Tak lama kemudian,  mobil sedan yang dinaiki oleh laki-laki tersebut berganti dengan mobil sedan berikutnya.  Kali ini isi di dalam mobil tersebut adalah pasangan suami-isteri paruh baya yang masih nampak menawan juga berkelas. Jelas dari gaya pakaian saja sudah dapat menujukkan kasta mereka. 

"Isaac!!"

Lelaki yang menaiki mobil sedan pertama itu menoleh ketika menunggu lift.

"Yes,  Mam!"

"Kamu ini!  Kenapa tidak menunggu Mommy and Daddy?!" perempuan paruh baya campuran Belanda-Indonesia itu mulai mengomeli anaknya. 
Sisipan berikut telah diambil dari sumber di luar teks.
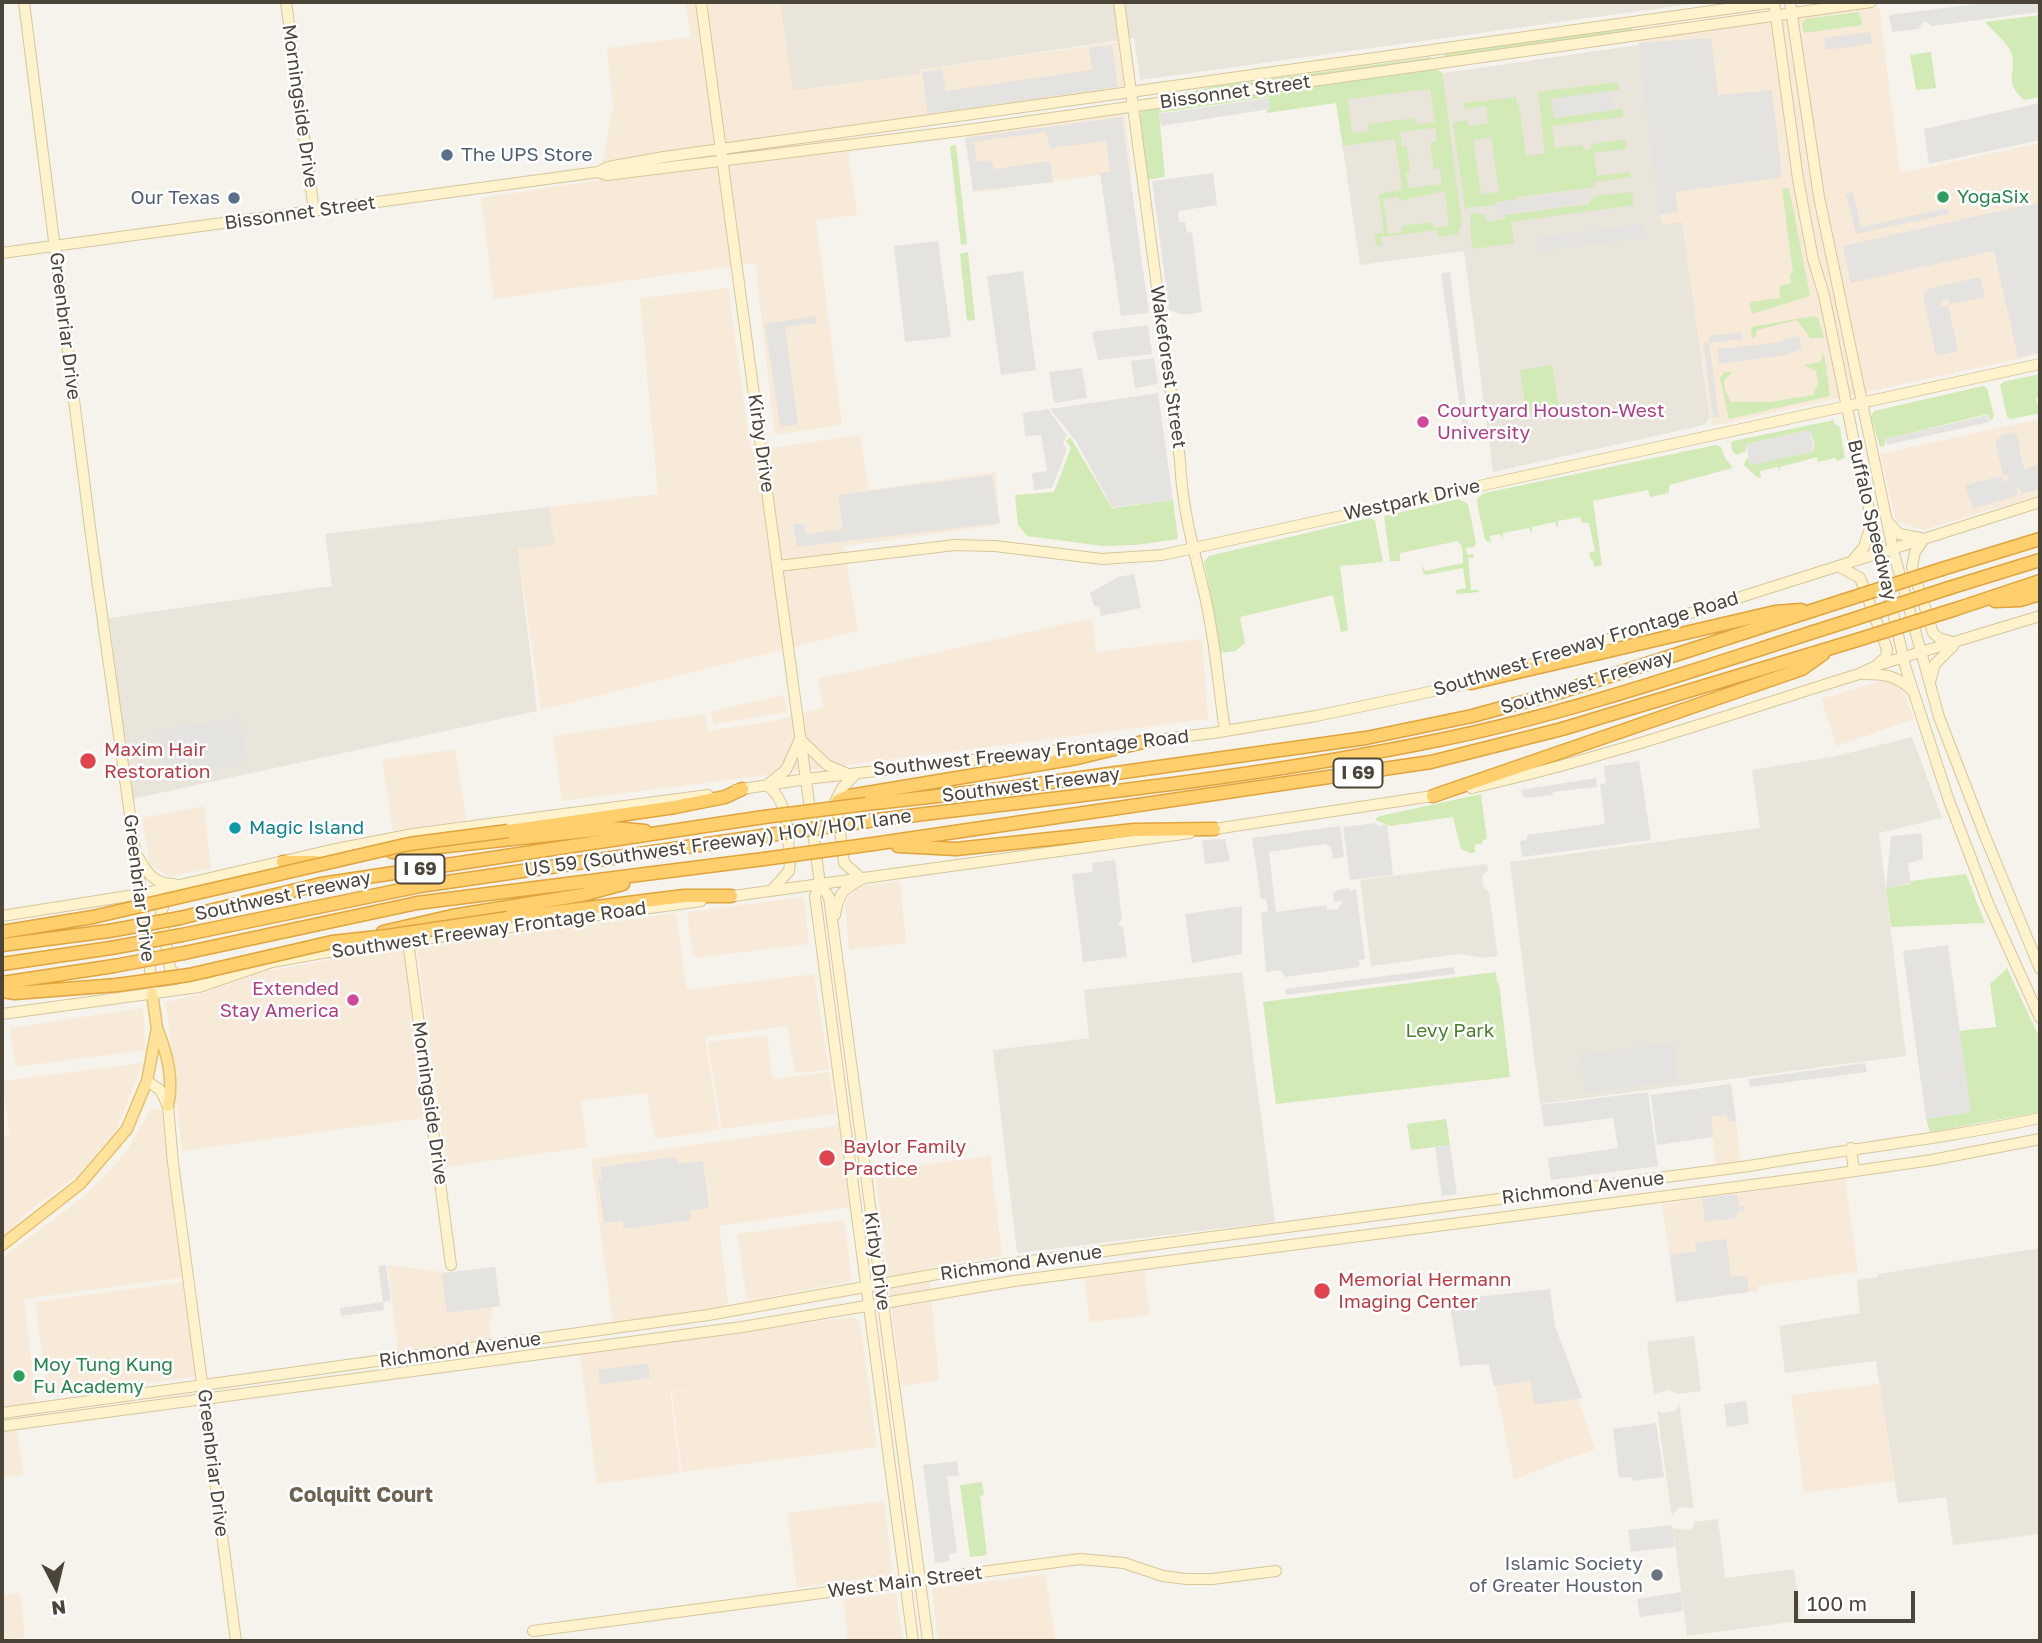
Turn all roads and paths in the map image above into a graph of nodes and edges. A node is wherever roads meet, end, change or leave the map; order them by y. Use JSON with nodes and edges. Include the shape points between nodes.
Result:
{"nodes":[{"id":1,"x":24,"y":2,"type":"edge"},
{"id":2,"x":286,"y":2,"type":"edge"},
{"id":3,"x":701,"y":2,"type":"edge"},
{"id":4,"x":1119,"y":2,"type":"edge"},
{"id":5,"x":1775,"y":2,"type":"edge"},
{"id":6,"x":1790,"y":2,"type":"edge"},
{"id":7,"x":1871,"y":2,"type":"edge"},
{"id":8,"x":1792,"y":13,"type":"junction"},
{"id":9,"x":1775,"y":15,"type":"junction"},
{"id":10,"x":1131,"y":92,"type":"junction"},
{"id":11,"x":1133,"y":107,"type":"junction"},
{"id":12,"x":850,"y":132,"type":"junction"},
{"id":13,"x":852,"y":145,"type":"junction"},
{"id":14,"x":722,"y":156,"type":"junction"},
{"id":15,"x":1815,"y":177,"type":"junction"},
{"id":16,"x":1798,"y":179,"type":"junction"},
{"id":17,"x":314,"y":211,"type":"junction"},
{"id":18,"x":55,"y":246,"type":"junction"},
{"id":19,"x":2,"y":253,"type":"edge"},
{"id":20,"x":1839,"y":291,"type":"junction"},
{"id":21,"x":1824,"y":295,"type":"junction"},
{"id":22,"x":2040,"y":364,"type":"edge"},
{"id":23,"x":1861,"y":402,"type":"junction"},
{"id":24,"x":1846,"y":405,"type":"junction"},
{"id":25,"x":2040,"y":502,"type":"edge"},
{"id":26,"x":1887,"y":520,"type":"junction"},
{"id":27,"x":1871,"y":521,"type":"junction"},
{"id":28,"x":2038,"y":538,"type":"edge"},
{"id":29,"x":1924,"y":539,"type":"junction"},
{"id":30,"x":1192,"y":549,"type":"junction"},
{"id":31,"x":1892,"y":550,"type":"junction"},
{"id":32,"x":1879,"y":554,"type":"junction"},
{"id":33,"x":2040,"y":560,"type":"edge"},
{"id":34,"x":1843,"y":565,"type":"junction"},
{"id":35,"x":778,"y":566,"type":"junction"},
{"id":36,"x":2040,"y":582,"type":"edge"},
{"id":37,"x":2040,"y":594,"type":"edge"},
{"id":38,"x":1980,"y":602,"type":"junction"},
{"id":39,"x":1819,"y":610,"type":"junction"},
{"id":40,"x":2040,"y":617,"type":"edge"},
{"id":41,"x":1956,"y":643,"type":"junction"},
{"id":42,"x":1832,"y":648,"type":"junction"},
{"id":43,"x":1920,"y":653,"type":"junction"},
{"id":44,"x":1903,"y":658,"type":"junction"},
{"id":45,"x":1878,"y":665,"type":"junction"},
{"id":46,"x":1859,"y":674,"type":"junction"},
{"id":47,"x":1471,"y":683,"type":"junction"},
{"id":48,"x":1930,"y":687,"type":"junction"},
{"id":49,"x":1913,"y":691,"type":"junction"},
{"id":50,"x":1225,"y":731,"type":"junction"},
{"id":51,"x":800,"y":738,"type":"junction"},
{"id":52,"x":1151,"y":740,"type":"junction"},
{"id":53,"x":853,"y":774,"type":"junction"},
{"id":54,"x":806,"y":779,"type":"junction"},
{"id":55,"x":767,"y":785,"type":"junction"},
{"id":56,"x":742,"y":789,"type":"junction"},
{"id":57,"x":1433,"y":796,"type":"junction"},
{"id":58,"x":865,"y":799,"type":"junction"},
{"id":59,"x":1214,"y":829,"type":"junction"},
{"id":60,"x":663,"y":833,"type":"junction"},
{"id":61,"x":873,"y":844,"type":"junction"},
{"id":62,"x":135,"y":851,"type":"junction"},
{"id":63,"x":283,"y":862,"type":"junction"},
{"id":64,"x":667,"y":872,"type":"junction"},
{"id":65,"x":862,"y":879,"type":"junction"},
{"id":66,"x":185,"y":884,"type":"junction"},
{"id":67,"x":820,"y":884,"type":"junction"},
{"id":68,"x":772,"y":890,"type":"junction"},
{"id":69,"x":141,"y":894,"type":"junction"},
{"id":70,"x":731,"y":896,"type":"junction"},
{"id":71,"x":2,"y":916,"type":"edge"},
{"id":72,"x":833,"y":928,"type":"junction"},
{"id":73,"x":2,"y":932,"type":"edge"},
{"id":74,"x":408,"y":941,"type":"junction"},
{"id":75,"x":2,"y":945,"type":"edge"},
{"id":76,"x":272,"y":962,"type":"junction"},
{"id":77,"x":2,"y":964,"type":"edge"},
{"id":78,"x":2040,"y":969,"type":"edge"},
{"id":79,"x":225,"y":979,"type":"junction"},
{"id":80,"x":2,"y":983,"type":"edge"},
{"id":81,"x":2,"y":991,"type":"edge"},
{"id":82,"x":152,"y":993,"type":"junction"},
{"id":83,"x":2,"y":1014,"type":"edge"},
{"id":84,"x":2040,"y":1018,"type":"edge"},
{"id":85,"x":157,"y":1028,"type":"junction"},
{"id":86,"x":147,"y":1081,"type":"junction"},
{"id":87,"x":168,"y":1106,"type":"junction"},
{"id":88,"x":2040,"y":1118,"type":"edge"},
{"id":89,"x":2040,"y":1139,"type":"edge"},
{"id":90,"x":1851,"y":1148,"type":"junction"},
{"id":91,"x":1854,"y":1171,"type":"junction"},
{"id":92,"x":1412,"y":1211,"type":"junction"},
{"id":93,"x":1414,"y":1230,"type":"junction"},
{"id":94,"x":2,"y":1245,"type":"edge"},
{"id":95,"x":1148,"y":1246,"type":"junction"},
{"id":96,"x":451,"y":1265,"type":"dead end"},
{"id":97,"x":1150,"y":1265,"type":"junction"},
{"id":98,"x":881,"y":1284,"type":"junction"},
{"id":99,"x":866,"y":1287,"type":"junction"},
{"id":100,"x":883,"y":1304,"type":"junction"},
{"id":101,"x":869,"y":1306,"type":"junction"},
{"id":102,"x":468,"y":1350,"type":"junction"},
{"id":103,"x":469,"y":1363,"type":"junction"},
{"id":104,"x":344,"y":1366,"type":"junction"},
{"id":105,"x":346,"y":1380,"type":"junction"},
{"id":106,"x":203,"y":1385,"type":"junction"},
{"id":107,"x":204,"y":1399,"type":"junction"},
{"id":108,"x":2,"y":1413,"type":"edge"},
{"id":109,"x":2,"y":1426,"type":"edge"},
{"id":110,"x":1276,"y":1571,"type":"dead end"},
{"id":111,"x":920,"y":1580,"type":"junction"},
{"id":112,"x":905,"y":1582,"type":"junction"},
{"id":113,"x":533,"y":1631,"type":"dead end"},
{"id":114,"x":236,"y":1641,"type":"edge"},
{"id":115,"x":913,"y":1641,"type":"edge"},
{"id":116,"x":928,"y":1641,"type":"edge"}],
"edges":[{"from":1,"to":18,"type":"main road","name":"Greenbriar Drive"},
{"from":2,"to":17,"type":"main road","name":"Morningside Drive"},
{"from":3,"to":14,"type":"main road","name":"Kirby Drive"},
{"from":4,"to":10,"type":"main road","name":"Wakeforest Street"},
{"from":5,"to":9,"type":"main road","name":"Buffalo Speedway"},
{"from":5,"to":10,"type":"main road","name":"Bissonnet Street"},
{"from":6,"to":8,"type":"main road","name":"Buffalo Speedway"},
{"from":7,"to":8,"type":"main road","name":"Bissonnet Street"},
{"from":8,"to":9,"type":"main road","name":"Bissonnet Street"},
{"from":8,"to":15,"type":"main road","name":"Buffalo Speedway"},
{"from":9,"to":11,"type":"main road","name":"Bissonnet Street"},
{"from":9,"to":16,"type":"main road","name":"Buffalo Speedway"},
{"from":10,"to":11,"type":"main road","name":"Wakeforest Street"},
{"from":10,"to":12,"type":"main road","name":"Bissonnet Street"},
{"from":11,"to":13,"type":"main road","name":"Bissonnet Street"},
{"from":11,"to":30,"type":"main road","name":"Wakeforest Street"},
{"from":12,"to":13,"type":"main road"},
{"from":12,"to":14,"type":"main road","name":"Bissonnet Street"},
{"from":13,"to":14,"type":"main road","name":"Bissonnet Street"},
{"from":14,"to":17,"type":"main road","name":"Bissonnet Street","via":[[608,167],[598,173]]},
{"from":14,"to":35,"type":"main road","name":"Kirby Drive"},
{"from":15,"to":16,"type":"main road"},
{"from":15,"to":20,"type":"main road","name":"Buffalo Speedway"},
{"from":16,"to":21,"type":"main road","name":"Buffalo Speedway"},
{"from":17,"to":18,"type":"main road","name":"Bissonnet Street"},
{"from":18,"to":19,"type":"main road","name":"Bissonnet Street"},
{"from":18,"to":62,"type":"main road","name":"Greenbriar Drive"},
{"from":20,"to":21,"type":"main road"},
{"from":20,"to":23,"type":"main road","name":"Buffalo Speedway"},
{"from":21,"to":24,"type":"main road","name":"Buffalo Speedway"},
{"from":22,"to":23,"type":"main road","name":"Westpark Drive"},
{"from":23,"to":24,"type":"main road","name":"Westpark Drive"},
{"from":23,"to":26,"type":"main road","name":"Buffalo Speedway"},
{"from":24,"to":27,"type":"main road","name":"Buffalo Speedway"},
{"from":24,"to":30,"type":"main road","name":"Westpark Drive"},
{"from":25,"to":29,"type":"main road","name":"Southwest Freeway Frontage Road"},
{"from":26,"to":29,"type":"main road","via":[[1899,534]]},
{"from":26,"to":31,"type":"main road","name":"Buffalo Speedway"},
{"from":27,"to":32,"type":"main road","name":"Buffalo Speedway"},
{"from":27,"to":34,"type":"main road","via":[[1864,547]]},
{"from":28,"to":39,"type":"highway","name":"Southwest Freeway","number":"I 69","bridge":true},
{"from":29,"to":31,"type":"main road","name":"Southwest Freeway Frontage Road"},
{"from":29,"to":41,"type":"main road","via":[[1912,567],[1933,633]]},
{"from":30,"to":35,"type":"main road","name":"Westpark Drive","via":[[1116,559],[955,545]]},
{"from":30,"to":50,"type":"main road","name":"Wakeforest Street","via":[[1205,594]]},
{"from":31,"to":32,"type":"main road","name":"Southwest Freeway Frontage Road"},
{"from":31,"to":43,"type":"main road","name":"Buffalo Speedway"},
{"from":32,"to":34,"type":"main road","name":"Southwest Freeway Frontage Road"},
{"from":32,"to":44,"type":"main road","name":"Buffalo Speedway"},
{"from":33,"to":77,"type":"highway","name":"US 59 (Southwest Freeway) HOV/HOT lane","bridge":true,"via":[[1583,703],[1441,740],[1287,767],[420,886],[182,935]]},
{"from":34,"to":45,"type":"main road","via":[[1860,578],[1887,649]]},
{"from":34,"to":47,"type":"main road","name":"Southwest Freeway Frontage Road"},
{"from":35,"to":51,"type":"main road","name":"Kirby Drive"},
{"from":36,"to":38,"type":"highway","name":"Southwest Freeway","number":"I 69"},
{"from":37,"to":38,"type":"highway"},
{"from":38,"to":42,"type":"highway","name":"Southwest Freeway","number":"I 69","bridge":true},
{"from":39,"to":47,"type":"highway","via":[[1775,612]]},
{"from":39,"to":58,"type":"highway","name":"Southwest Freeway","number":"I 69","via":[[1560,692],[1366,738],[1023,786]]},
{"from":40,"to":41,"type":"main road","name":"Southwest Freeway Frontage Road"},
{"from":41,"to":43,"type":"main road","name":"Southwest Freeway Frontage Road"},
{"from":41,"to":48,"type":"main road","via":[[1935,664]]},
{"from":42,"to":57,"type":"highway","via":[[1802,669]]},
{"from":42,"to":61,"type":"highway","name":"Southwest Freeway","number":"I 69","via":[[1563,729],[1431,762]]},
{"from":43,"to":44,"type":"main road","name":"Southwest Freeway Frontage Road"},
{"from":43,"to":48,"type":"main road","name":"Buffalo Speedway"},
{"from":44,"to":45,"type":"main road","name":"Southwest Freeway Frontage Road"},
{"from":44,"to":49,"type":"main road","name":"Buffalo Speedway"},
{"from":45,"to":46,"type":"main road","name":"Southwest Freeway Frontage Road"},
{"from":46,"to":49,"type":"main road","via":[[1886,674]]},
{"from":46,"to":57,"type":"main road","name":"Southwest Freeway Frontage Road","via":[[1566,765]]},
{"from":47,"to":50,"type":"main road","name":"Southwest Freeway Frontage Road"},
{"from":48,"to":78,"type":"main road","name":"Buffalo Speedway"},
{"from":49,"to":84,"type":"main road","name":"Buffalo Speedway","via":[[1988,903]]},
{"from":50,"to":52,"type":"main road","name":"Southwest Freeway Frontage Road"},
{"from":51,"to":53,"type":"main road","via":[[827,765]]},
{"from":51,"to":54,"type":"main road","name":"Kirby Drive"},
{"from":51,"to":55,"type":"main road","via":[[786,770]]},
{"from":52,"to":53,"type":"main road","name":"Southwest Freeway Frontage Road"},
{"from":52,"to":58,"type":"highway"},
{"from":53,"to":54,"type":"main road","name":"Southwest Freeway Frontage Road"},
{"from":53,"to":65,"type":"main road","via":[[836,800],[844,863]]},
{"from":54,"to":55,"type":"main road","name":"Southwest Freeway Frontage Road"},
{"from":54,"to":67,"type":"main road","name":"Kirby Drive"},
{"from":55,"to":56,"type":"main road","name":"Southwest Freeway Frontage Road"},
{"from":55,"to":68,"type":"main road","via":[[778,793],[783,805],[790,862],[789,871]]},
{"from":56,"to":63,"type":"main road","name":"Southwest Freeway Frontage Road","via":[[413,834]]},
{"from":56,"to":73,"type":"highway","bridge":true,"via":[[676,807],[409,844],[93,917]]},
{"from":57,"to":59,"type":"main road","name":"Southwest Freeway Frontage Road"},
{"from":58,"to":60,"type":"highway","name":"Southwest Freeway","number":"I 69","bridge":true,"via":[[822,810]]},
{"from":59,"to":61,"type":"highway","via":[[1134,830],[956,849]]},
{"from":59,"to":65,"type":"main road","name":"Southwest Freeway Frontage Road"},
{"from":60,"to":63,"type":"highway","via":[[613,828]]},
{"from":60,"to":75,"type":"highway","name":"Southwest Freeway","number":"I 69","bridge":true,"via":[[321,884],[180,918]]},
{"from":61,"to":64,"type":"highway","name":"Southwest Freeway","number":"I 69","bridge":true},
{"from":62,"to":66,"type":"main road","via":[[148,875],[157,881]]},
{"from":62,"to":69,"type":"main road","name":"Greenbriar Drive"},
{"from":63,"to":66,"type":"main road","name":"Southwest Freeway Frontage Road"},
{"from":64,"to":76,"type":"highway","via":[[582,895],[452,916],[328,944]]},
{"from":64,"to":80,"type":"highway","name":"Southwest Freeway","number":"I 69","bridge":true,"via":[[416,903],[249,941]]},
{"from":65,"to":67,"type":"main road","name":"Southwest Freeway Frontage Road"},
{"from":65,"to":72,"type":"main road","via":[[841,895]]},
{"from":66,"to":69,"type":"main road","name":"Southwest Freeway Frontage Road"},
{"from":66,"to":79,"type":"main road","via":[[168,896],[161,913],[170,969],[182,981]]},
{"from":67,"to":68,"type":"main road","name":"Southwest Freeway Frontage Road"},
{"from":67,"to":72,"type":"main road","name":"Kirby Drive","via":[[830,897]]},
{"from":67,"to":99,"type":"main road","name":"Kirby Drive","via":[[815,896]]},
{"from":68,"to":70,"type":"main road","name":"Southwest Freeway Frontage Road"},
{"from":69,"to":71,"type":"main road","name":"Southwest Freeway Frontage Road"},
{"from":69,"to":82,"type":"main road","name":"Greenbriar Drive"},
{"from":70,"to":74,"type":"main road","name":"Southwest Freeway Frontage Road"},
{"from":70,"to":81,"type":"highway","bridge":true,"via":[[684,896],[332,942],[189,975],[117,985]]},
{"from":72,"to":98,"type":"main road","name":"Kirby Drive"},
{"from":74,"to":76,"type":"main road","name":"Southwest Freeway Frontage Road"},
{"from":74,"to":96,"type":"main road","name":"Morningside Drive"},
{"from":76,"to":79,"type":"main road","name":"Southwest Freeway Frontage Road"},
{"from":79,"to":82,"type":"main road","name":"Southwest Freeway Frontage Road"},
{"from":82,"to":83,"type":"main road","name":"Southwest Freeway Frontage Road"},
{"from":82,"to":85,"type":"main road","name":"Greenbriar Drive"},
{"from":85,"to":86,"type":"main road","name":"Greenbriar Drive"},
{"from":85,"to":87,"type":"main road","via":[[166,1051],[171,1091]]},
{"from":86,"to":87,"type":"main road","via":[[160,1090]]},
{"from":86,"to":94,"type":"main road","name":"Greenbriar Drive","via":[[127,1129],[90,1173]]},
{"from":87,"to":106,"type":"main road","name":"Greenbriar Drive"},
{"from":88,"to":90,"type":"main road","name":"Richmond Avenue"},
{"from":89,"to":91,"type":"main road","name":"Richmond Avenue"},
{"from":90,"to":91,"type":"main road"},
{"from":90,"to":92,"type":"main road","name":"Richmond Avenue"},
{"from":91,"to":93,"type":"main road","name":"Richmond Avenue"},
{"from":92,"to":93,"type":"main road"},
{"from":92,"to":95,"type":"main road","name":"Richmond Avenue"},
{"from":93,"to":97,"type":"main road","name":"Richmond Avenue"},
{"from":95,"to":97,"type":"main road"},
{"from":95,"to":98,"type":"main road","name":"Richmond Avenue"},
{"from":97,"to":100,"type":"main road","name":"Richmond Avenue","via":[[1014,1281]]},
{"from":98,"to":99,"type":"main road","name":"Richmond Avenue"},
{"from":98,"to":100,"type":"main road","name":"Kirby Drive"},
{"from":99,"to":101,"type":"main road","name":"Kirby Drive"},
{"from":99,"to":102,"type":"main road","name":"Richmond Avenue"},
{"from":100,"to":101,"type":"main road","name":"Richmond Avenue"},
{"from":100,"to":111,"type":"main road","name":"Kirby Drive"},
{"from":101,"to":103,"type":"main road","name":"Richmond Avenue"},
{"from":101,"to":112,"type":"main road","name":"Kirby Drive"},
{"from":102,"to":103,"type":"main road"},
{"from":102,"to":104,"type":"main road","name":"Richmond Avenue"},
{"from":103,"to":105,"type":"main road","name":"Richmond Avenue"},
{"from":104,"to":105,"type":"main road"},
{"from":104,"to":106,"type":"main road","name":"Richmond Avenue"},
{"from":105,"to":107,"type":"main road","name":"Richmond Avenue"},
{"from":106,"to":107,"type":"main road","name":"Greenbriar Drive"},
{"from":106,"to":108,"type":"main road","name":"Richmond Avenue"},
{"from":107,"to":109,"type":"main road","name":"Richmond Avenue"},
{"from":107,"to":114,"type":"main road","name":"Greenbriar Drive"},
{"from":110,"to":111,"type":"main road","name":"West Main Street","via":[[1186,1579],[1124,1563],[1080,1559]]},
{"from":111,"to":112,"type":"main road","name":"West Main Street"},
{"from":111,"to":116,"type":"main road","name":"Kirby Drive"},
{"from":112,"to":113,"type":"main road","name":"West Main Street"},
{"from":112,"to":115,"type":"main road","name":"Kirby Drive"}]}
"Sekarang 'kan aku lagi menunggu Mommy dan Daddy." Isaac memberi alasan.

"Yang benar saja!  Kamu itu sedang menunggu lift,  bukan kami!" Isaac akui meskipun sang ibu kandungnya ini sudah melewati usia pertengahan abad,  tapi beliau masih kuat hanya untuk mengomeli anak tengahnya.

"Jangan marah,  Mom. I Love You,"

"Gombal."

Ternyata pria paruh baya di samping ibu Isaac itu menunjukkan sisi kecemburuannya. Lelaki tua itu melongos kala anak dan isterinya menatap ke arahnya bingung. 

"Daddy kamu masih cemburuan aja." seketika Ibu Isaac memeluk lengan besar sang suami mesra.

"Jomblo bisa apa," celetuk Isaac melihat keromantisan kedua orang tuanya. 

Ayahnya yang mendengar celetukan itu langsung menoleh ke arah Isaac yang melangkah duluan masuk ke dalam lift.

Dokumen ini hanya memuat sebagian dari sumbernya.